YOUR TASK -> Starting at the first line of the data, please print exactly those lines through the one that holds "--surface:#1a1b20; --page:#27282d; --text:#f1f3f6;", omitting every picture.
(Beginning of EXERCISE INPUTS)
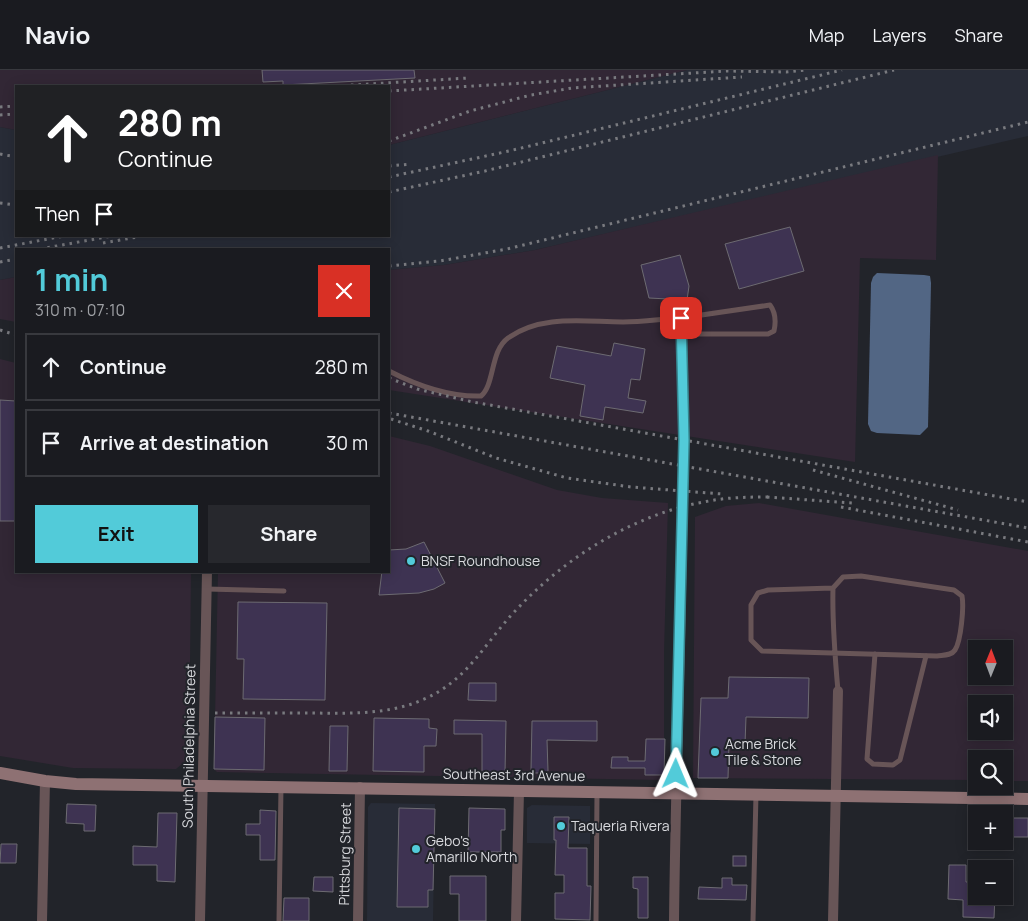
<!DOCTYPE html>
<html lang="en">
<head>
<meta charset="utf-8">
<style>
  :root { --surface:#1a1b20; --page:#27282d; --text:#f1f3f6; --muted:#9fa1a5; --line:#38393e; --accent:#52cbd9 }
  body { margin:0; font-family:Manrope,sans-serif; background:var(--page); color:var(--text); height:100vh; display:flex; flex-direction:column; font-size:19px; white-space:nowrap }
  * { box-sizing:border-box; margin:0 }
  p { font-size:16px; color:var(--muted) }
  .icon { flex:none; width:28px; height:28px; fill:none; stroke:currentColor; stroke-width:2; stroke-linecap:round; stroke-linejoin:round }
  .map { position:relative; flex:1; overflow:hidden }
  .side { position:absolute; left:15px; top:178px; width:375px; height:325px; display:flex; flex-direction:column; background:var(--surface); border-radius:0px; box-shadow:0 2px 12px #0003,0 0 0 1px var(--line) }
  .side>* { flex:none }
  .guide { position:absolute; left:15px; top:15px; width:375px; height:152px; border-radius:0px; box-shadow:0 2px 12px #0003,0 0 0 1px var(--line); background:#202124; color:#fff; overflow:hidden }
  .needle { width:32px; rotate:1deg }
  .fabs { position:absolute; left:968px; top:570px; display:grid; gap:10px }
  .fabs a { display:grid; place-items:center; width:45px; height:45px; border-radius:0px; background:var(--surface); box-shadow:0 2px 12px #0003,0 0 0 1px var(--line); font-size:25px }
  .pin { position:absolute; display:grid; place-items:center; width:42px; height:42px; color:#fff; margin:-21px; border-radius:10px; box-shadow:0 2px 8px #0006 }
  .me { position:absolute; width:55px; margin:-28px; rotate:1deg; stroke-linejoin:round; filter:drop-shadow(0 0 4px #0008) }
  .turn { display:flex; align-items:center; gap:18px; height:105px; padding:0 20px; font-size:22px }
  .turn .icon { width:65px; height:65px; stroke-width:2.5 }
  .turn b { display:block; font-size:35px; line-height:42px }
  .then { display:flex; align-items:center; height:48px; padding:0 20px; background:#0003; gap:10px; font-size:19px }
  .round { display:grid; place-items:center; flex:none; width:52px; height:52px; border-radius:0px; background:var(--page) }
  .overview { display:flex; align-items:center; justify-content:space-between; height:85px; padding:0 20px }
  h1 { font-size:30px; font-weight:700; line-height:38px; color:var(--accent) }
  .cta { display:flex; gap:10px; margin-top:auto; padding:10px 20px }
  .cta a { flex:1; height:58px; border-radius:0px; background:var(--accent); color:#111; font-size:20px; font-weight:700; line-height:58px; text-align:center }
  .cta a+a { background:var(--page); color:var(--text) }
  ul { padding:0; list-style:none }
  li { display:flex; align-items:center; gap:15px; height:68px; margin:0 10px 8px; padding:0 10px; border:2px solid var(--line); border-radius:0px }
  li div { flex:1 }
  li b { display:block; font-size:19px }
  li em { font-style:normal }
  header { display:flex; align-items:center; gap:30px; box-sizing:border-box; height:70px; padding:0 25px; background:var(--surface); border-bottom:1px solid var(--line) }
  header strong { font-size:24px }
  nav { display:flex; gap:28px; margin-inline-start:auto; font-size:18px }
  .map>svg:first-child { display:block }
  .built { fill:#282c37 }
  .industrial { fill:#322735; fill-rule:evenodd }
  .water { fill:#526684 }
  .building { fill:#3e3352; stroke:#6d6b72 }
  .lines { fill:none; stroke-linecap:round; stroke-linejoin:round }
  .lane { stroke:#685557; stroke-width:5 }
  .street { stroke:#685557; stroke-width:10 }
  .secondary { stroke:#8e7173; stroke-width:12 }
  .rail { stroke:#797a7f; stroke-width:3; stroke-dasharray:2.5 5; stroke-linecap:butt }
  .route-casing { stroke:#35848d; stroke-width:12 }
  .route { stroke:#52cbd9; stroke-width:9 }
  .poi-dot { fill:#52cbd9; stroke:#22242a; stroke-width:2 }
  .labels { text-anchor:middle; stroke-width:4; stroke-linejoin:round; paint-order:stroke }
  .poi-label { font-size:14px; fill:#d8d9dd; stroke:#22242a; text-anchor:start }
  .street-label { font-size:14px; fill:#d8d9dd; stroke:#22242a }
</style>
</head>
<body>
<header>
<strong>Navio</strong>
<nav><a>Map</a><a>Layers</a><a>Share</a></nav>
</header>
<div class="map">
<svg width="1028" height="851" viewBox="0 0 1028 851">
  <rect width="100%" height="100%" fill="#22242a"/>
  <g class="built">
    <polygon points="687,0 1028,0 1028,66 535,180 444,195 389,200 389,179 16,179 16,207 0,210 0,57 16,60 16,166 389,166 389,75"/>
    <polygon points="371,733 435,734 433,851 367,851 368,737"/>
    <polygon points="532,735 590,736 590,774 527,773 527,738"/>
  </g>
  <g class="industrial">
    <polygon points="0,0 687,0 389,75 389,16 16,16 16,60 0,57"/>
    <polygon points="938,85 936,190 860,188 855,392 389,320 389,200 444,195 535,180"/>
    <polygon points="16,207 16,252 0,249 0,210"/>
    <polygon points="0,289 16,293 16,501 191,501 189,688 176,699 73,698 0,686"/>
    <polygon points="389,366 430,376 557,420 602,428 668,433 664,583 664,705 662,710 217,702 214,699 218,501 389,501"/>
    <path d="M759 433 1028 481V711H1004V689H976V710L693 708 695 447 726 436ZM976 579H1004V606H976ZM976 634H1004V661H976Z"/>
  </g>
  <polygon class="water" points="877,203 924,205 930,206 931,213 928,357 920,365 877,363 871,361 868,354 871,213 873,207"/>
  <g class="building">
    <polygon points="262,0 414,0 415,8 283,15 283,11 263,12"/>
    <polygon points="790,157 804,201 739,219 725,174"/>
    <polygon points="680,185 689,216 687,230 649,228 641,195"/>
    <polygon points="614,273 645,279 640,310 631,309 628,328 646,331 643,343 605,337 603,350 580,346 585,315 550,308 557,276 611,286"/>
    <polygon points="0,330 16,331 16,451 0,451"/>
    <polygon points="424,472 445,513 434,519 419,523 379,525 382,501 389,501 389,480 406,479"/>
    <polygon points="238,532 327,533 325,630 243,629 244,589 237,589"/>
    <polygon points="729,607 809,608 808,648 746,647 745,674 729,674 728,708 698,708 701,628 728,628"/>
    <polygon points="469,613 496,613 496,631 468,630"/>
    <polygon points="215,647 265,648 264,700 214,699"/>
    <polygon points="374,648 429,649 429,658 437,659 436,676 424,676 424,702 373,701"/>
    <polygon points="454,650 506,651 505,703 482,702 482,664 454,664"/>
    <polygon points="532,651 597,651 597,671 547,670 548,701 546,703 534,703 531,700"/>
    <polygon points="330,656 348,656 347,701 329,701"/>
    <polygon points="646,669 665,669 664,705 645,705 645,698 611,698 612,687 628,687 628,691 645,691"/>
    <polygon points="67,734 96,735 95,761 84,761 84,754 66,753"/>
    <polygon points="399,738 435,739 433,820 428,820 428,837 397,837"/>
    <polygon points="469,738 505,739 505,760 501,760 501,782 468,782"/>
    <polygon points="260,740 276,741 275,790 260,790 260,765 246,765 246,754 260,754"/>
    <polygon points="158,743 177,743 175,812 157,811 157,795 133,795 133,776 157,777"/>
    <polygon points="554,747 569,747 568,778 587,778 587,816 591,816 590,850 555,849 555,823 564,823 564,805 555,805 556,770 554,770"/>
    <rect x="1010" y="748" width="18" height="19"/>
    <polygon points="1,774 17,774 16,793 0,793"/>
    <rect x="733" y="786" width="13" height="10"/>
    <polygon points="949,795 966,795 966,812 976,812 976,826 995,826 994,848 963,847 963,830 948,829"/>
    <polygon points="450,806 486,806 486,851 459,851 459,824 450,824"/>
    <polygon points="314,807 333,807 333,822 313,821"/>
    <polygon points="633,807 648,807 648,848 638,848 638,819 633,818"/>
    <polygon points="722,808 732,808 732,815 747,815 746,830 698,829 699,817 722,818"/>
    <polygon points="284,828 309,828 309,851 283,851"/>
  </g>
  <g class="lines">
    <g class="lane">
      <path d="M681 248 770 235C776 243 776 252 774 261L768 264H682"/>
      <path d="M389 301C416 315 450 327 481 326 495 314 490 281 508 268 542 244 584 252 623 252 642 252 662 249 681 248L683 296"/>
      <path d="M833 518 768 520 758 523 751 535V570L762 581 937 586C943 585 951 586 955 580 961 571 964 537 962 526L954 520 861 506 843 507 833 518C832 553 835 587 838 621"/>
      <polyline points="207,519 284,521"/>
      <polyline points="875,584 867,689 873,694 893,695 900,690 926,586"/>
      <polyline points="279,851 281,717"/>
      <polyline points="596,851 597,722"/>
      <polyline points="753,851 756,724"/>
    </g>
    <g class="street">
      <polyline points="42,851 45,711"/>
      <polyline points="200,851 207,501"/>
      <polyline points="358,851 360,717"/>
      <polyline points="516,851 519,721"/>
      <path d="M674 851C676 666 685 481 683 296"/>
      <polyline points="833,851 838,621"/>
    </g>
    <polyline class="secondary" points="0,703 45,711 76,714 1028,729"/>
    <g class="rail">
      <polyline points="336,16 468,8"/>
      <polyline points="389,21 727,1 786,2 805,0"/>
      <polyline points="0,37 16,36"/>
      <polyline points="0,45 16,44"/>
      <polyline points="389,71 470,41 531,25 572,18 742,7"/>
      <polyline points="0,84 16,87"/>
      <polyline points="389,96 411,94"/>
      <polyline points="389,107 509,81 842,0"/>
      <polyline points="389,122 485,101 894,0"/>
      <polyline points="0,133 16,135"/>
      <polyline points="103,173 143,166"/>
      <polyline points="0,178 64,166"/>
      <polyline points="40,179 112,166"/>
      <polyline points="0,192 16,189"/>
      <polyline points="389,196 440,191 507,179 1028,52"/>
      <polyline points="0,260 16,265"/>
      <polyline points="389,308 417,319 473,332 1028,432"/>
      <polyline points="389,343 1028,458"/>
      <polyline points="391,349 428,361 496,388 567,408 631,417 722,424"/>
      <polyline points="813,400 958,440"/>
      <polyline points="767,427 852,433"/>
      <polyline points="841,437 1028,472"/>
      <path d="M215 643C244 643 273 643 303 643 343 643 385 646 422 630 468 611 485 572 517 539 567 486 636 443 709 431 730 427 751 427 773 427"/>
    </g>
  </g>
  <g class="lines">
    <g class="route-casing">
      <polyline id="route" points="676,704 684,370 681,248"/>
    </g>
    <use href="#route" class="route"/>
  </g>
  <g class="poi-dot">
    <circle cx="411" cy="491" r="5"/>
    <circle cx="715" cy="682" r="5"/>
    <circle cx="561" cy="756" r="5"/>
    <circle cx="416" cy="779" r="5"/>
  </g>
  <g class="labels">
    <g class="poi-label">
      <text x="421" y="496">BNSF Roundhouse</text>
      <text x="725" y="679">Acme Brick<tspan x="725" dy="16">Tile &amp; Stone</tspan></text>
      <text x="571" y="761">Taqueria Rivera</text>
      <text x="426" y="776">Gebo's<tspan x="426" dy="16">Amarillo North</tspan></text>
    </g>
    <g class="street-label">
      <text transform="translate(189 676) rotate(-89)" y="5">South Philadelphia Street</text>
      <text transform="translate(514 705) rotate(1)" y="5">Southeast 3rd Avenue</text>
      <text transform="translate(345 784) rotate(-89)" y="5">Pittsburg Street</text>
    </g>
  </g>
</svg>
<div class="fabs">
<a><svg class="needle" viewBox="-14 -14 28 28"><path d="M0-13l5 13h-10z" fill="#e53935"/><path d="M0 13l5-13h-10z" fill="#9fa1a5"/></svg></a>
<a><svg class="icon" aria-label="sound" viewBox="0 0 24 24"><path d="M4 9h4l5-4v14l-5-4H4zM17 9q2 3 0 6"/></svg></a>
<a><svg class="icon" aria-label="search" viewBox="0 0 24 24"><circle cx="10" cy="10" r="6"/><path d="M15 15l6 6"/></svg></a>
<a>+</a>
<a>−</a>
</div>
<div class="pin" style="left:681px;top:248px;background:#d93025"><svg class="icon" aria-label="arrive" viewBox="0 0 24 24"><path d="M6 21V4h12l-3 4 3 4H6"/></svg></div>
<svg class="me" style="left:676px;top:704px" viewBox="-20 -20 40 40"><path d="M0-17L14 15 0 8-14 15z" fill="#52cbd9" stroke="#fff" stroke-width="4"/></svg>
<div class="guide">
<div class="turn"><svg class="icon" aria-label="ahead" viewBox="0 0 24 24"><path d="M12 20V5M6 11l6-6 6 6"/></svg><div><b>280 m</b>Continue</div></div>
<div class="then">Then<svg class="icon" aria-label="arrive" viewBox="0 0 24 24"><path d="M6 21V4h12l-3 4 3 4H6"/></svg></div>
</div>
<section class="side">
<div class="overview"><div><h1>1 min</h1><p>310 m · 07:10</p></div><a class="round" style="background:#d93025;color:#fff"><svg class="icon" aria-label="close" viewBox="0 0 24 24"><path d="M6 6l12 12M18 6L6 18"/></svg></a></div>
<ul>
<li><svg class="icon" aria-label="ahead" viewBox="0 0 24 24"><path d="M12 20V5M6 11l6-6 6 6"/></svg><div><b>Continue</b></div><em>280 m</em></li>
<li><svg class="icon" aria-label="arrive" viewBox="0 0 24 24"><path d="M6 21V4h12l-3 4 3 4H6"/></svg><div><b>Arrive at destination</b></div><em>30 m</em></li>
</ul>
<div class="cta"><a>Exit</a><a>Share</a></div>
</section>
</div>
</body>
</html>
(End of EXERCISE INPUTS)
EXERCISE ANSWER ->
<!DOCTYPE html>
<html lang="en">
<head>
<meta charset="utf-8">
<style>
  :root { --surface:#1a1b20; --page:#27282d; --text:#f1f3f6; --muted:#9fa1a5; --line:#38393e; --accent:#52cbd9 }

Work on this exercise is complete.